Eneko
Hace algunos años, un joven profesor dirigía una sesión de oratorio en el colegio de San Sebastián. Eran los últimos días de curso, hacía calor y los niños estaban inquietos: no había forma de lograr la disposición necesaria para conseguir un poco de silencio. Así que el joven profesor decidió interrumpir la sesión y cambiar de táctica: les pidió a los niños que pensaran en una frase que resumiera cómo tenían que comportarse para estar en el oratorio.
El efecto fue inmediato: los niños se quedaron callados y pensativos en sus asientos. El simple hecho de hacerles meditar sobre su comportamiento había vuelto las aguas a su cauce y el profesor ya se había hecho con la clase.
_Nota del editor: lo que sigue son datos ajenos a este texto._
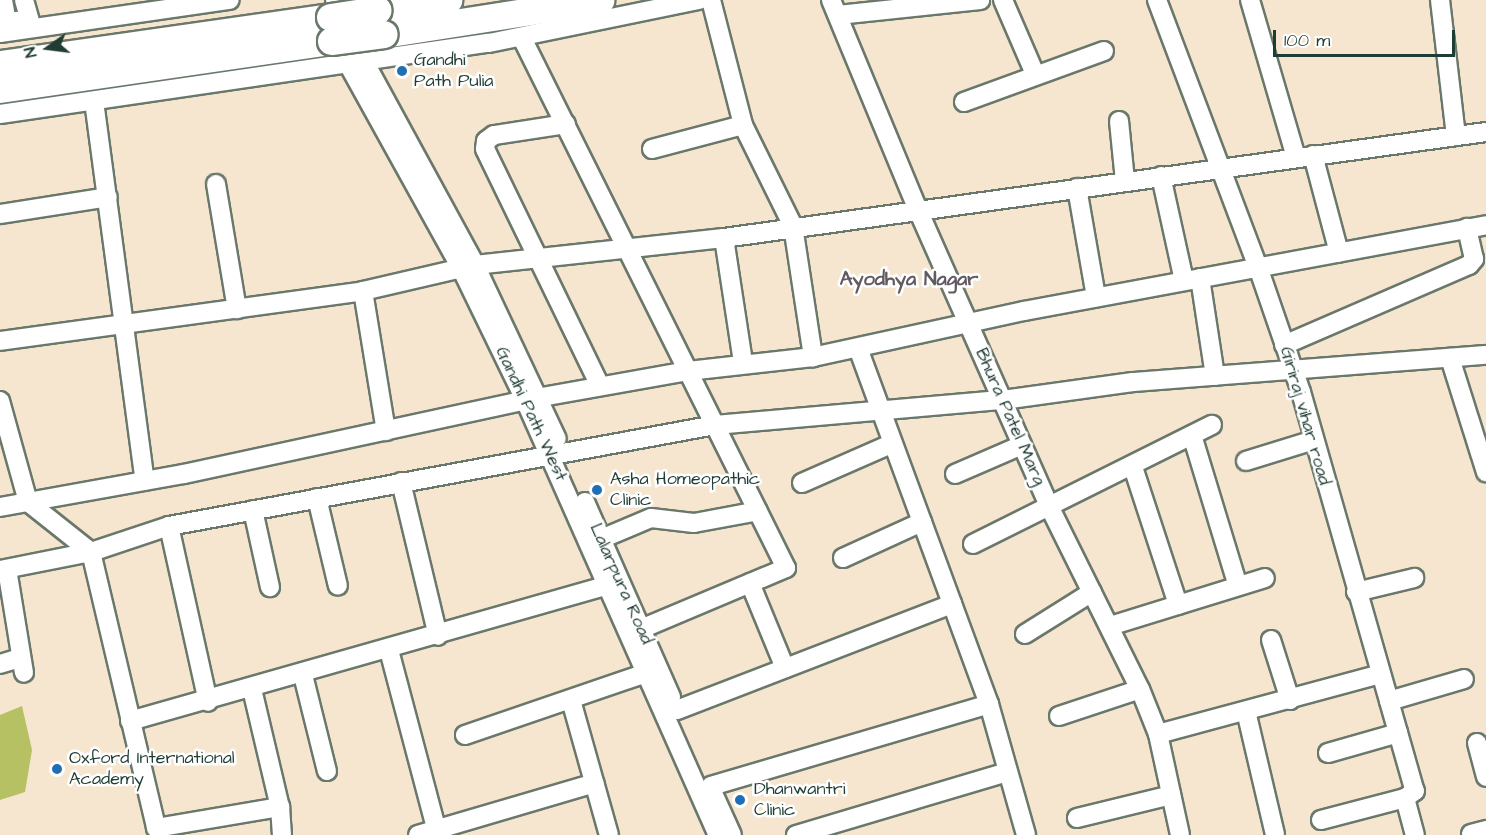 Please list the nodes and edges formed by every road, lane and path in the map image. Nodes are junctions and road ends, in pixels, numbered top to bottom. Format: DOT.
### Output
graph roads {
  1 [pos="3,0"];
  2 [pos="24,0"];
  3 [pos="230,0"];
  4 [pos="448,0"];
  5 [pos="600,0"];
  6 [pos="699,0"];
  7 [pos="711,0"];
  8 [pos="980,0"];
  9 [pos="1003,0"];
  10 [pos="1157,0"];
  11 [pos="1250,0"];
  12 [pos="1440,0"];
  13 [pos="835,8"];
  14 [pos="336,15"];
  15 [pos="380,22"];
  16 [pos="31,24"];
  17 [pos="0,33"];
  18 [pos="522,38"];
  19 [pos="1104,51"];
  20 [pos="356,62"];
  21 [pos="0,64"];
  22 [pos="1035,74"];
  23 [pos="0,89"];
  24 [pos="94,101"];
  25 [pos="964,102"];
  26 [pos="0,114"];
  27 [pos="1119,121"];
  28 [pos="566,124"];
  29 [pos="743,124"];
  30 [pos="1486,132"];
  31 [pos="1456,136"];
  32 [pos="652,149"];
  33 [pos="1305,156"];
  34 [pos="1219,168"];
  35 [pos="1161,176"];
  36 [pos="1125,181"];
  37 [pos="216,184"];
  38 [pos="1077,188"];
  39 [pos="108,197"];
  40 [pos="918,210"];
  41 [pos="0,214"];
  42 [pos="1486,225"];
  43 [pos="793,226"];
  44 [pos="1467,228"];
  45 [pos="724,238"];
  46 [pos="626,246"];
  47 [pos="1339,253"];
  48 [pos="537,257"];
  49 [pos="468,267"];
  50 [pos="1258,267"];
  51 [pos="1192,279"];
  52 [pos="363,291"];
  53 [pos="1096,297"];
  54 [pos="237,309"];
  55 [pos="968,322"];
  56 [pos="124,323"];
  57 [pos="0,341"];
  58 [pos="1284,345"];
  59 [pos="858,348"];
  60 [pos="1486,355"];
  61 [pos="813,357"];
  62 [pos="1450,358"];
  63 [pos="743,362"];
  64 [pos="1294,370"];
  65 [pos="688,371"];
  66 [pos="1215,376"];
  67 [pos="600,386"];
  68 [pos="532,398"];
  69 [pos="1002,400"];
  70 [pos="0,401"];
  71 [pos="880,409"];
  72 [pos="715,425"];
  73 [pos="1212,425"];
  74 [pos="386,431"];
  75 [pos="1192,435"];
  76 [pos="1314,440"];
  77 [pos="893,444"];
  78 [pos="1023,445"];
  79 [pos="1483,451"];
  80 [pos="558,456"];
  81 [pos="1246,461"];
  82 [pos="1133,467"];
  83 [pos="1486,472"];
  84 [pos="955,474"];
  85 [pos="145,481"];
  86 [pos="401,482"];
  87 [pos="802,483"];
  88 [pos="317,498"];
  89 [pos="28,502"];
  90 [pos="0,507"];
  91 [pos="1050,508"];
  92 [pos="254,510"];
  93 [pos="758,511"];
  94 [pos="922,522"];
  95 [pos="169,526"];
  96 [pos="601,539"];
  97 [pos="973,544"];
  98 [pos="91,552"];
  99 [pos="843,558"];
  100 [pos="4,569"];
  101 [pos="1265,578"];
  102 [pos="1414,578"];
  103 [pos="750,583"];
  104 [pos="614,584"];
  105 [pos="338,586"];
  106 [pos="1238,586"];
  107 [pos="270,587"];
  108 [pos="1092,592"];
  109 [pos="1356,592"];
  110 [pos="952,604"];
  111 [pos="1178,604"];
  112 [pos="1110,626"];
  113 [pos="641,629"];
  114 [pos="1025,634"];
  115 [pos="438,636"];
  116 [pos="1271,640"];
  117 [pos="389,650"];
  118 [pos="0,664"];
  119 [pos="785,668"];
  120 [pos="646,672"];
  121 [pos="1380,674"];
  122 [pos="303,675"];
  123 [pos="1464,679"];
  124 [pos="252,689"];
  125 [pos="1140,689"];
  126 [pos="572,700"];
  127 [pos="1290,700"];
  128 [pos="1389,701"];
  129 [pos="208,702"];
  130 [pos="989,704"];
  131 [pos="676,710"];
  132 [pos="1246,711"];
  133 [pos="1059,716"];
  134 [pos="130,721"];
  135 [pos="1398,733"];
  136 [pos="1158,734"];
  137 [pos="465,735"];
  138 [pos="1477,743"];
  139 [pos="1328,753"];
  140 [pos="327,771"];
  141 [pos="1008,772"];
  142 [pos="1486,777"];
  143 [pos="595,783"];
  144 [pos="711,786"];
  145 [pos="1171,795"];
  146 [pos="1405,798"];
  147 [pos="280,807"];
  148 [pos="1077,818"];
  149 [pos="1321,820"];
  150 [pos="448,829"];
  151 [pos="1486,830"];
  152 [pos="721,833"];
  153 [pos="1471,834"];
  154 [pos="282,835"];
  155 [pos="418,835"];
  156 [pos="609,835"];
  157 [pos="796,835"];
  158 [pos="1026,835"];
  159 [pos="1180,835"];
  160 [pos="1275,835"];
  161 [pos="1415,835"];
  1 -- 16 [label="street"];
  2 -- 16 [label="street"];
  3 -- 16 [label="street"];
  4 -- 15 [label="highway"];
  5 -- 15 [label="highway"];
  6 -- 18 [label="street"];
  7 -- 29 [label="street"];
  8 -- 13 [label="street"];
  9 -- 22 [label="street"];
  10 -- 34 [label="street, Giriraj vihar road"];
  11 -- 33 [label="street"];
  12 -- 31 [label="street"];
  13 -- 40 [label="street, Bhura Patel Marg"];
  14 -- 15 [label="highway, bridge"];
  14 -- 20 [label="street"];
  14 -- 21 [label="highway"];
  14 -- 23 [label="highway"];
  16 -- 17 [label="street"];
  18 -- 20 [label="street"];
  18 -- 28 [label="street"];
  19 -- 22 [label="street"];
  20 -- 24 [label="street"];
  20 -- 49 [label="street"];
  22 -- 25 [label="street"];
  24 -- 26 [label="street"];
  24 -- 39 [label="street"];
  27 -- 36 [label="street"];
  28 -- 46 [label="street"];
  28 -- 48 [label="street"];
  29 -- 32 [label="street"];
  29 -- 43 [label="street"];
  30 -- 31 [label="street"];
  31 -- 33 [label="street"];
  33 -- 34 [label="street"];
  33 -- 47 [label="street"];
  34 -- 35 [label="street"];
  34 -- 50 [label="street, Giriraj vihar road"];
  35 -- 36 [label="street"];
  35 -- 51 [label="street"];
  36 -- 38 [label="street"];
  37 -- 54 [label="street"];
  38 -- 40 [label="street"];
  38 -- 53 [label="street"];
  39 -- 41 [label="street"];
  39 -- 56 [label="street"];
  40 -- 43 [label="street"];
  40 -- 55 [label="street, Bhura Patel Marg"];
  42 -- 44 [label="street"];
  43 -- 45 [label="street"];
  43 -- 61 [label="street"];
  44 -- 47 [label="street"];
  44 -- 58 [label="street"];
  45 -- 46 [label="street"];
  45 -- 63 [label="street"];
  46 -- 48 [label="street"];
  46 -- 65 [label="street"];
  47 -- 50 [label="street"];
  48 -- 49 [label="street"];
  48 -- 67 [label="street"];
  49 -- 52 [label="street"];
  49 -- 68 [label="street, Gandhi Path West"];
  49 -- 68 [label="street"];
  50 -- 51 [label="street"];
  50 -- 58 [label="street, Giriraj vihar road"];
  51 -- 53 [label="street"];
  51 -- 66 [label="street"];
  52 -- 54 [label="street"];
  52 -- 74 [label="street"];
  53 -- 55 [label="street"];
  54 -- 56 [label="street"];
  55 -- 59 [label="street"];
  55 -- 69 [label="street, Bhura Patel Marg"];
  56 -- 57 [label="street"];
  56 -- 85 [label="street"];
  58 -- 64 [label="street, Giriraj vihar road"];
  59 -- 61 [label="street"];
  59 -- 71 [label="street"];
  60 -- 62 [label="street"];
  61 -- 63 [label="street"];
  62 -- 64 [label="street"];
  62 -- 79 [label="street"];
  63 -- 65 [label="street"];
  64 -- 66 [label="street"];
  64 -- 76 [label="street, Giriraj vihar road"];
  65 -- 67 [label="street"];
  65 -- 72 [label="street"];
  66 -- 69 [label="street"];
  67 -- 68 [label="street"];
  68 -- 74 [label="street"];
  68 -- 80 [label="street, Gandhi Path West"];
  69 -- 71 [label="street"];
  69 -- 78 [label="street, Bhura Patel Marg"];
  70 -- 89 [label="street"];
  71 -- 72 [label="street"];
  71 -- 77 [label="street"];
  72 -- 80 [label="street"];
  72 -- 93 [label="street"];
  73 -- 75 [label="street"];
  74 -- 85 [label="street"];
  75 -- 82 [label="street"];
  75 -- 106 [label="street"];
  76 -- 81 [label="street"];
  76 -- 109 [label="street, Giriraj vihar road"];
  77 -- 87 [label="street"];
  77 -- 94 [label="street"];
  78 -- 84 [label="street"];
  78 -- 91 [label="street, Bhura Patel Marg"];
  79 -- 83 [label="street"];
  80 -- 86 [label="street"];
  80 -- 96 [label="street, Lalarpura Road"];
  80 -- 104 [label="street, Gandhi Path West"];
  82 -- 91 [label="street"];
  82 -- 111 [label="street"];
  85 -- 89 [label="street"];
  86 -- 88 [label="street"];
  86 -- 115 [label="street"];
  88 -- 92 [label="street"];
  88 -- 105 [label="street"];
  89 -- 90 [label="street"];
  89 -- 98 [label="street"];
  91 -- 97 [label="street"];
  91 -- 108 [label="street, Bhura Patel Marg"];
  92 -- 95 [label="street"];
  92 -- 107 [label="street"];
  93 -- 96 [label="street"];
  93 -- 103 [label="street"];
  94 -- 99 [label="street"];
  94 -- 110 [label="street"];
  95 -- 98 [label="street"];
  95 -- 129 [label="street"];
  96 -- 104 [label="street, Lalarpura Road"];
  98 -- 100 [label="street"];
  98 -- 134 [label="street"];
  100 -- 118 [label="street"];
  101 -- 106 [label="street"];
  102 -- 109 [label="street"];
  103 -- 113 [label="street"];
  103 -- 119 [label="street"];
  104 -- 113 [label="street, Lalarpura Road"];
  104 -- 115 [label="street"];
  104 -- 120 [label="street, Gandhi Path West"];
  106 -- 111 [label="street"];
  108 -- 112 [label="street, Bhura Patel Marg"];
  108 -- 114 [label="street"];
  109 -- 121 [label="street, Giriraj vihar road"];
  110 -- 119 [label="street"];
  110 -- 130 [label="street"];
  111 -- 112 [label="street"];
  112 -- 125 [label="street, Bhura Patel Marg"];
  113 -- 131 [label="street, Lalarpura Road"];
  115 -- 117 [label="street"];
  116 -- 127 [label="street"];
  117 -- 122 [label="street"];
  117 -- 150 [label="street"];
  119 -- 131 [label="street"];
  120 -- 126 [label="street"];
  120 -- 152 [label="street, Gandhi Path West"];
  121 -- 127 [label="street"];
  121 -- 128 [label="street, Giriraj vihar road"];
  122 -- 124 [label="street"];
  122 -- 140 [label="street"];
  123 -- 128 [label="street"];
  124 -- 129 [label="street"];
  124 -- 147 [label="street"];
  125 -- 133 [label="street"];
  125 -- 136 [label="street, Bhura Patel Marg"];
  126 -- 137 [label="street"];
  126 -- 143 [label="street"];
  127 -- 132 [label="street"];
  128 -- 135 [label="street, Giriraj vihar road"];
  129 -- 134 [label="street"];
  130 -- 141 [label="street"];
  130 -- 144 [label="street"];
  131 -- 144 [label="street, Lalarpura Road"];
  132 -- 136 [label="street"];
  132 -- 160 [label="street"];
  134 -- 147 [label="street"];
  135 -- 139 [label="street"];
  135 -- 146 [label="street, Giriraj vihar road"];
  136 -- 145 [label="street, Bhura Patel Marg"];
  138 -- 142 [label="street"];
  141 -- 157 [label="street"];
  141 -- 158 [label="street"];
  143 -- 150 [label="street"];
  143 -- 156 [label="street"];
  144 -- 152 [label="street, Lalarpura Road"];
  145 -- 148 [label="street"];
  145 -- 159 [label="street, Bhura Patel Marg"];
  146 -- 149 [label="street"];
  146 -- 161 [label="street, Giriraj vihar road"];
  147 -- 154 [label="street"];
  150 -- 155 [label="street"];
  151 -- 153 [label="street"];
}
Ahora tocaba el turno para que cada uno fuera diciendo en voz alta lo que había pensado.
–Tenemos que entrar en silencio, sentarnos en nuestro sitio y colocar las manos sobre las rodillas –dijo Gorka, el más formal de la clase.
–Yo creo que Jesús nos esta esperando para que hablemos con él, y no lo podemos hacer si hablamos con nuestro compañeros –pronunció en un susurro David, el intelectual del grupo.
El profesor estaba esperando la intervención de Eneko. Era un niño muy inquieto, de buen corazón, pero imposible de cualquier iniciativa de autocontrol. Cuando le llegó el turno dijo en un tono que parecía algo desafiante:
–Da igual lo que yo haga. Yo sé que Jesús está siempre ahí.
El profesor no supo cómo reaccionar en ese momento. Dudó entre echarle la bronca por el descaro o felicitarle por la clase de teología que le estaba dando. Así que no dijo nada y pasó al siguiente.
Cuando me lo contó al cabo de unos días, pensé que Eneko, a pesar de su corta edad, era un corazonista de verdad, un fiel seguidor del Padre Coindre: vamos, venimos, damos clase, cuidamos de la huerta, atendemos a un enfermo, nos vamos al cine, discutimos con otro; pero Dios siempre está ahí.
En noviembre de 1821, dos meses después de la fundación, los Hermanos de las dos primeras comunidades, la de Lyon y la de Valbenoîte, estaban muy preocupados por hacer prosperar el Instituto: aumentar el número de establecimientos, religiosos y alumnos. El Padre Coindre escribe, sin embargo, al Hermano Borgia:
«En cuanto a nuestros Hermanos, manténgalos en una total dependencia de Dios y de su santa voluntad, en todos sus trabajos y en todas sus adversidades. […] Que piensen que Dios empleó seis días en crear el mundo y desembrollar el caos; que se necesita cierto tiempo para que una comunidad naciente pueda asentarse sobre las bases que le convienen, y que sólo con una gran paciencia y una gran entereza se pueden salvar todos los obstáculos”.
Podríamos apelar a cientos de testimonios escritos del Padre Coindre para constatar lo que ya es una evidencia en su propia vida: “Da igual lo que yo haga; Jesús siempre está ahí”.